What is required
Set the material down again exactly, line by line, skipping each picture.

[[ Data section, beginning ]]

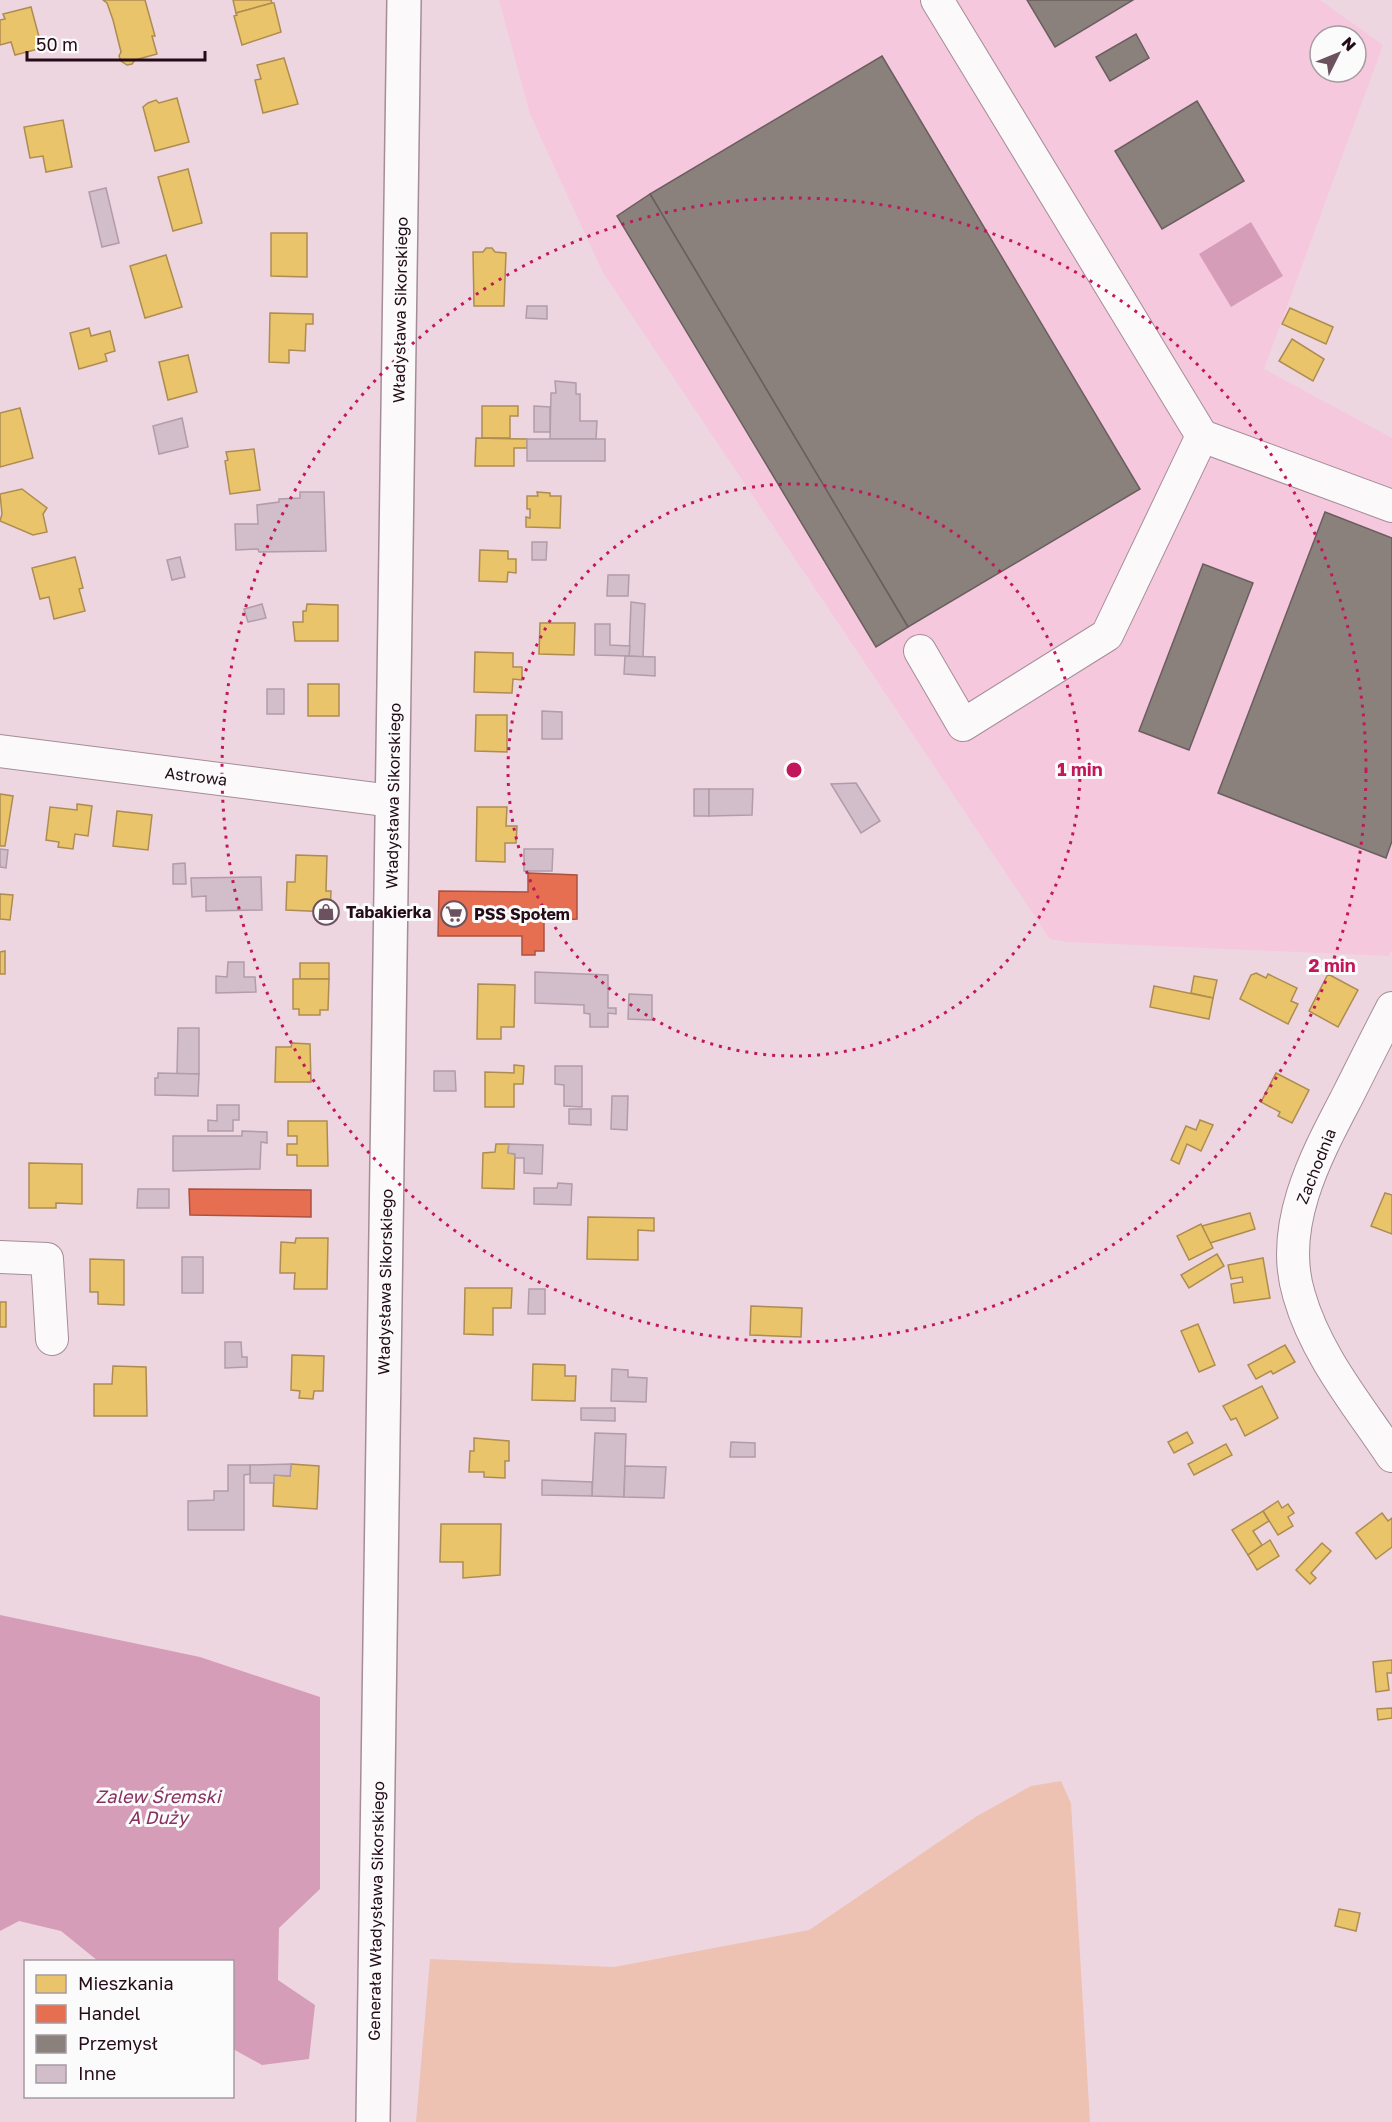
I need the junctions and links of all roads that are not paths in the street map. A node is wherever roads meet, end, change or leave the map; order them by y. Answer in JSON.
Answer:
{"nodes":[{"id":1,"x":404,"y":0,"type":"edge"},
{"id":2,"x":937,"y":0,"type":"edge"},
{"id":3,"x":1202,"y":436,"type":"junction"},
{"id":4,"x":1392,"y":506,"type":"edge"},
{"id":5,"x":920,"y":651,"type":"dead end"},
{"id":6,"x":0,"y":751,"type":"edge"},
{"id":7,"x":392,"y":801,"type":"junction"},
{"id":8,"x":1392,"y":1008,"type":"edge"},
{"id":9,"x":0,"y":1257,"type":"edge"},
{"id":10,"x":52,"y":1339,"type":"dead end"},
{"id":11,"x":1392,"y":1456,"type":"edge"},
{"id":12,"x":378,"y":1701,"type":"joint"},
{"id":13,"x":373,"y":2122,"type":"edge"}],
"edges":[{"from":1,"to":7,"type":"main road","name":"Władysława Sikorskiego"},
{"from":2,"to":3,"type":"street"},
{"from":3,"to":4,"type":"street"},
{"from":3,"to":5,"type":"street"},
{"from":6,"to":7,"type":"street","name":"Astrowa"},
{"from":7,"to":12,"type":"main road","name":"Władysława Sikorskiego"},
{"from":8,"to":11,"type":"street","name":"Zachodnia"},
{"from":9,"to":10,"type":"street"},
{"from":12,"to":13,"type":"main road","name":"Generała Władysława Sikorskiego"}]}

[[ Data section, end ]]

Task response
I need the junctions and links of all roads that are not paths in the street map. A node is wherever roads meet, end, change or leave the map; order them by y. Answer in JSON.
Answer:
{"nodes":[{"id":1,"x":404,"y":0,"type":"edge"},
{"id":2,"x":937,"y":0,"type":"edge"},
{"id":3,"x":1202,"y":436,"type":"junction"},
{"id":4,"x":1392,"y":506,"type":"edge"},
{"id":5,"x":920,"y":651,"type":"dead end"},
{"id":6,"x":0,"y":751,"type":"edge"},
{"id":7,"x":392,"y":801,"type":"junction"},
{"id":8,"x":1392,"y":1008,"type":"edge"},
{"id":9,"x":0,"y":1257,"type":"edge"},
{"id":10,"x":52,"y":1339,"type":"dead end"},
{"id":11,"x":1392,"y":1456,"type":"edge"},
{"id":12,"x":378,"y":1701,"type":"joint"},
{"id":13,"x":373,"y":2122,"type":"edge"}],
"edges":[{"from":1,"to":7,"type":"main road","name":"Władysława Sikorskiego"},
{"from":2,"to":3,"type":"street"},
{"from":3,"to":4,"type":"street"},
{"from":3,"to":5,"type":"street"},
{"from":6,"to":7,"type":"street","name":"Astrowa"},
{"from":7,"to":12,"type":"main road","name":"Władysława Sikorskiego"},
{"from":8,"to":11,"type":"street","name":"Zachodnia"},
{"from":9,"to":10,"type":"street"},
{"from":12,"to":13,"type":"main road","name":"Generała Władysława Sikorskiego"}]}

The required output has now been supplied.